Are you going to keep writing the songs as a two-piece for that speed and efficiency, or slow down and work in Hank when the time comes?
I would say our formula is working well as a two-piece so far. Hank has been instrumental to our efficiency as far as recording and we aren't opposed to any of his input while we rehearse but the sole writing duties will always be on the shoulders of Nicolai and myself.
It’s been only a year since your first demo came out and already it’s time for the album. How did you approach your songwriting and where did the rabid inspiration come from?
Yes, it has been a busy year. We usually show up to our spot each with some riffs or ideas and just fuck with them until something breaks or catches on fire and then we know its a keeper. It's all the same sort of vibe since we started playing together. We definitely take inspiration from the old guys. The wheel won't be reinvented by us but we will grease it up regularly if you know what I mean.
How much time did you guys usually spend a week writing music and rehearsing while you were working on the album?
Usually I'm playing my guitar for a few hours a week at home, fucking with some riffs and such, and I'm sure Nicolai is working on some nasty shit in his alone time too.

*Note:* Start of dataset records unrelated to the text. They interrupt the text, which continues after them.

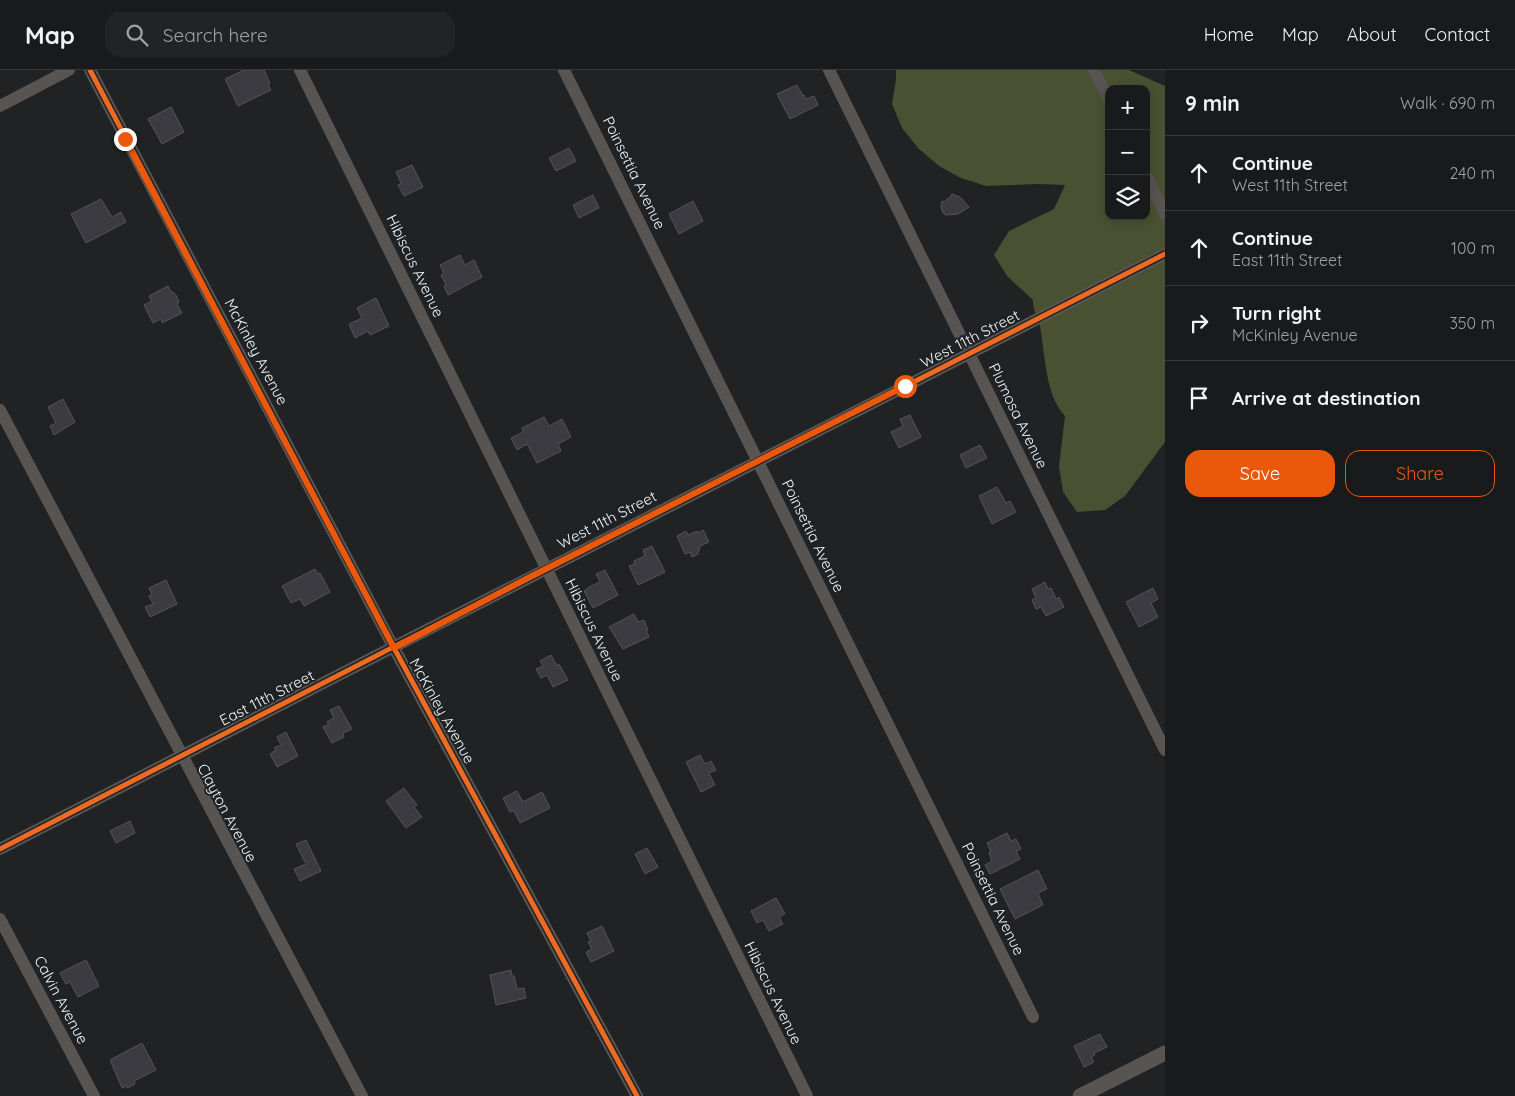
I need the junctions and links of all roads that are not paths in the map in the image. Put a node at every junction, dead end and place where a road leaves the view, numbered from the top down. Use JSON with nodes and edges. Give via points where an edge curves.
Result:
{"nodes":[{"id":1,"x":69,"y":70,"type":"edge"},
{"id":2,"x":90,"y":70,"type":"edge"},
{"id":3,"x":300,"y":70,"type":"edge"},
{"id":4,"x":564,"y":70,"type":"edge"},
{"id":5,"x":829,"y":70,"type":"edge"},
{"id":6,"x":1094,"y":70,"type":"edge"},
{"id":7,"x":1105,"y":92,"type":"edge"},
{"id":8,"x":0,"y":106,"type":"edge"},
{"id":9,"x":1150,"y":184,"type":"edge"},
{"id":10,"x":1165,"y":214,"type":"edge"},
{"id":11,"x":1165,"y":254,"type":"edge"},
{"id":12,"x":968,"y":353,"type":"junction"},
{"id":13,"x":0,"y":410,"type":"edge"},
{"id":14,"x":758,"y":461,"type":"junction"},
{"id":15,"x":546,"y":570,"type":"junction"},
{"id":16,"x":394,"y":648,"type":"junction"},
{"id":17,"x":1165,"y":750,"type":"edge"},
{"id":18,"x":182,"y":756,"type":"junction"},
{"id":19,"x":0,"y":850,"type":"edge"},
{"id":20,"x":0,"y":919,"type":"edge"},
{"id":21,"x":1033,"y":1017,"type":"dead end"},
{"id":22,"x":1165,"y":1053,"type":"edge"},
{"id":23,"x":94,"y":1096,"type":"edge"},
{"id":24,"x":362,"y":1096,"type":"edge"},
{"id":25,"x":637,"y":1096,"type":"edge"},
{"id":26,"x":806,"y":1096,"type":"edge"},
{"id":27,"x":1080,"y":1096,"type":"edge"}],
"edges":[{"from":1,"to":8,"type":"street"},
{"from":2,"to":16,"type":"street","name":"McKinley Avenue"},
{"from":3,"to":15,"type":"street","name":"Hibiscus Avenue"},
{"from":4,"to":14,"type":"street","name":"Poinsettia Avenue"},
{"from":5,"to":12,"type":"street","name":"Plumosa Avenue"},
{"from":6,"to":7,"type":"street"},
{"from":9,"to":10,"type":"street"},
{"from":11,"to":12,"type":"street","name":"West 11th Street"},
{"from":12,"to":14,"type":"street","name":"West 11th Street"},
{"from":12,"to":17,"type":"street","name":"Plumosa Avenue"},
{"from":13,"to":18,"type":"street","name":"Clayton Avenue"},
{"from":14,"to":15,"type":"street","name":"West 11th Street"},
{"from":14,"to":21,"type":"street","name":"Poinsettia Avenue"},
{"from":15,"to":16,"type":"street","name":"East 11th Street"},
{"from":15,"to":26,"type":"street","name":"Hibiscus Avenue"},
{"from":16,"to":18,"type":"street","name":"East 11th Street"},
{"from":16,"to":25,"type":"street","name":"McKinley Avenue"},
{"from":18,"to":19,"type":"street","name":"East 11th Street"},
{"from":18,"to":24,"type":"street","name":"Clayton Avenue"},
{"from":20,"to":23,"type":"street","name":"Calvin Avenue"},
{"from":22,"to":27,"type":"street"}]}
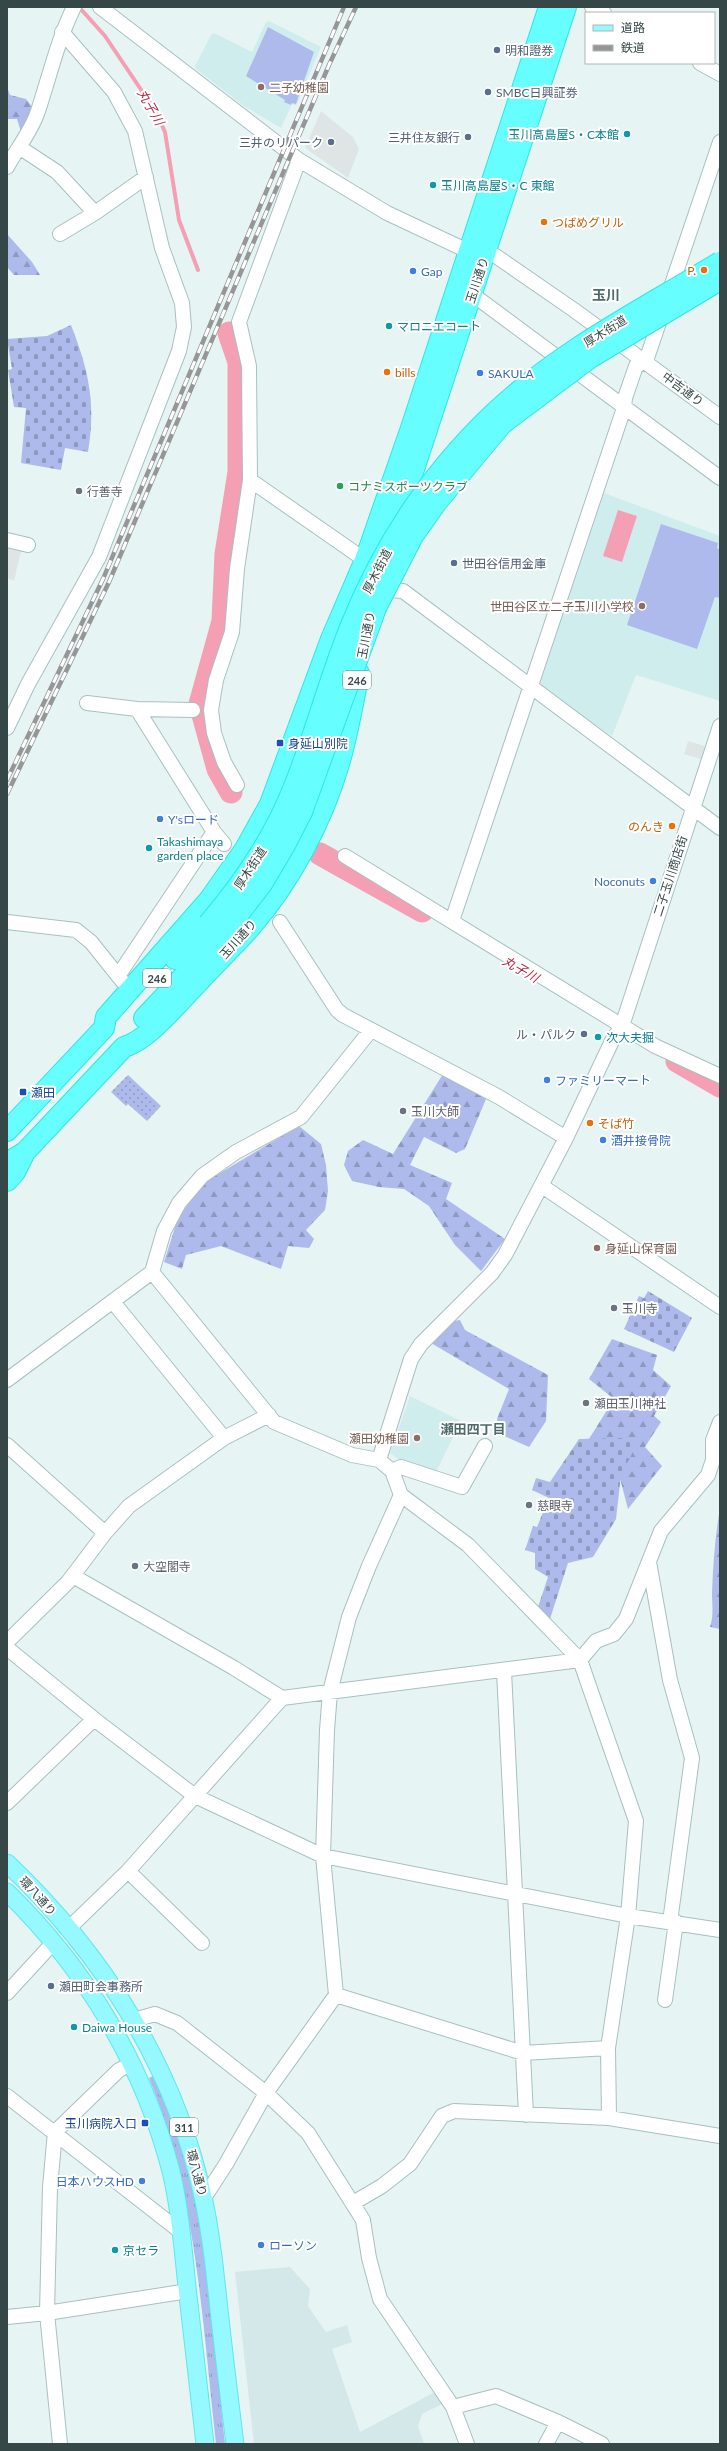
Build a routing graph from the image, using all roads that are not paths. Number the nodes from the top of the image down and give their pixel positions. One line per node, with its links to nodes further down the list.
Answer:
1 (74, 7): 7 (street)
2 (100, 7): 12 (street, 中吉通り)
3 (549, 7): 17 (highway, 玉川通り / 246)
4 (566, 7): 17 (highway, 玉川通り / 246)
5 (592, 7): 6 (street)
6 (602, 12)
7 (62, 32): 11 (street); 14 (street)
8 (702, 64): 9 (street)
9 (720, 74)
10 (720, 142): 21 (street)
11 (19, 147): 13 (street); 15 (street)
12 (299, 160): 17 (street, 中吉通り); 25 (street)
13 (7, 167)
14 (146, 177): 15 (street); 35 (street)
15 (94, 213): 16 (street)
16 (60, 234)
17 (478, 251): 20 (highway, 玉川通り / 246); 21 (street, 中吉通り); 28 (highway, 玉川通り / 246)
18 (720, 262): 45 (highway, 厚木街道 / 246, bridge)
19 (720, 280): 45 (highway, 厚木街道 / 246, bridge)
20 (472, 294): 22 (street); 29 (highway, 玉川通り / 246)
21 (646, 361): 22 (street); 23 (street, 中吉通り)
22 (624, 408): 24 (street); 30 (street)
23 (720, 417)
24 (720, 478)
25 (250, 480): 28 (street); 36 (street)
26 (7, 540): 27 (street)
27 (28, 545)
28 (365, 560): 47 (highway, 玉川通り / 246)
29 (374, 589): 30 (street); 51 (highway, 玉川通り / 246)
30 (530, 685): 37 (street); 42 (street)
31 (87, 703): 32 (street)
32 (137, 708): 33 (street); 39 (street)
33 (193, 710)
34 (720, 726): 37 (street, 二子玉川商店街)
35 (7, 728)
36 (237, 786)
37 (692, 808): 38 (street); 48 (street, 二子玉川商店街)
38 (720, 828)
39 (214, 832): 40 (street); 46 (street)
40 (224, 844)
41 (345, 856): 42 (street)
42 (452, 921): 48 (street)
43 (7, 922): 46 (street)
44 (280, 922): 50 (street)
45 (215, 929): 49 (highway, 厚木街道 / 246); 51 (highway, 厚木街道 / 246)
46 (118, 976): 47 (street)
47 (128, 993): 49 (highway, 玉川通り / 246)
48 (621, 1027): 52 (street); 54 (street, 二子玉川商店街)
49 (104, 1028): 53 (highway, 玉川通り / 246)
50 (371, 1030): 54 (street); 59 (street)
51 (124, 1047): 55 (highway, 玉川通り / 246)
52 (720, 1076)
53 (7, 1130)
54 (566, 1138): 58 (street, 二子玉川商店街)
55 (25, 1152): 56 (highway, 玉川通り / 246); 57 (highway, 246)
56 (7, 1162)
57 (7, 1181)
58 (542, 1186): 61 (street); 68 (street, 二子玉川商店街)
59 (152, 1272): 60 (street); 63 (street)
60 (113, 1302): 62 (street); 65 (street)
61 (720, 1307)
62 (7, 1380)
63 (269, 1415): 65 (street); 68 (street)
64 (720, 1422): 72 (street)
65 (224, 1438): 71 (street)
66 (7, 1445): 71 (street)
67 (486, 1446): 69 (street)
68 (379, 1460): 69 (street)
69 (392, 1471): 70 (street)
70 (401, 1495): 76 (street); 78 (street)
71 (105, 1533): 73 (street)
72 (649, 1561): 76 (street); 89 (street)
73 (72, 1576): 74 (street); 79 (street)
74 (7, 1642)
75 (7, 1648): 80 (street)
76 (580, 1660): 77 (street); 88 (street)
77 (504, 1671): 78 (street); 87 (street)
78 (330, 1692): 79 (street); 83 (street)
79 (282, 1698): 81 (street)
80 (94, 1719): 81 (street); 82 (street)
81 (195, 1796): 83 (street); 85 (street)
82 (7, 1803)
83 (323, 1856): 87 (street); 95 (street)
84 (7, 1863): 90 (main road, 環八通り / 311)
85 (128, 1871): 90 (street); 93 (street)
86 (7, 1892): 92 (main road, 環八通り / 311)
87 (515, 1894): 88 (street); 99 (street)
88 (628, 1916): 89 (street); 98 (street)
89 (673, 1922): 91 (street); 96 (street)
90 (68, 1929): 97 (main road, 環八通り / 311)
91 (720, 1930)
92 (53, 1943): 94 (street); 100 (main road, 環八通り / 311)
93 (202, 1943)
94 (7, 1993)
95 (336, 1995): 99 (street); 101 (street)
96 (665, 2000)
97 (134, 2020): 101 (street); 107 (main road, 環八通り / 311)
98 (608, 2048): 99 (street); 104 (street)
99 (523, 2054): 103 (street)
100 (132, 2064): 105 (street); 109 (main road, 環八通り / 311)
101 (266, 2093): 107 (street); 108 (street)
102 (7, 2096): 105 (street)
103 (526, 2115): 104 (street); 108 (street)
104 (609, 2118): 106 (street)
105 (55, 2132): 109 (street); 111 (street)
106 (720, 2136)
107 (204, 2198): 117 (main road, 環八通り / 311)
108 (353, 2203): 113 (street)
109 (181, 2232): 110 (main road, 環八通り / 311)
110 (188, 2291): 111 (street); 116 (main road, 環八通り / 311)
111 (47, 2313): 112 (street); 115 (street)
112 (7, 2317)
113 (453, 2407): 114 (street); 118 (street)
114 (558, 2422): 119 (street); 120 (street)
115 (60, 2444)
116 (205, 2444)
117 (235, 2444)
118 (467, 2444)
119 (546, 2444)
120 (602, 2444)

When we converge in the rehearsal room we have been known to complete songs within an hour. The vision is pretty clear for us, so time hasn't been much of a factor since we began.
Stress Angel is outrageously furious and uncompromising. How do you handle writing music that sounds like it’s about to go off the rails without losing the thread yourself?
We are always in danger of falling over or having a stroke during our rehearsals. I wouldn't call it "Fast and Loose" but it's close to it. Playing evil metal should always hurt you in some way in my opinion. Throwing up after a song is usually a good signal that you are playing properly. I like to think about what D.D. Crazy would do sometimes when playing these songs and then my brain caves in and I wake up with snus in my mouth and a bump on my head.
Are the songs physically difficult to perform one after another, or just emotionally difficult, or both, or in some other way?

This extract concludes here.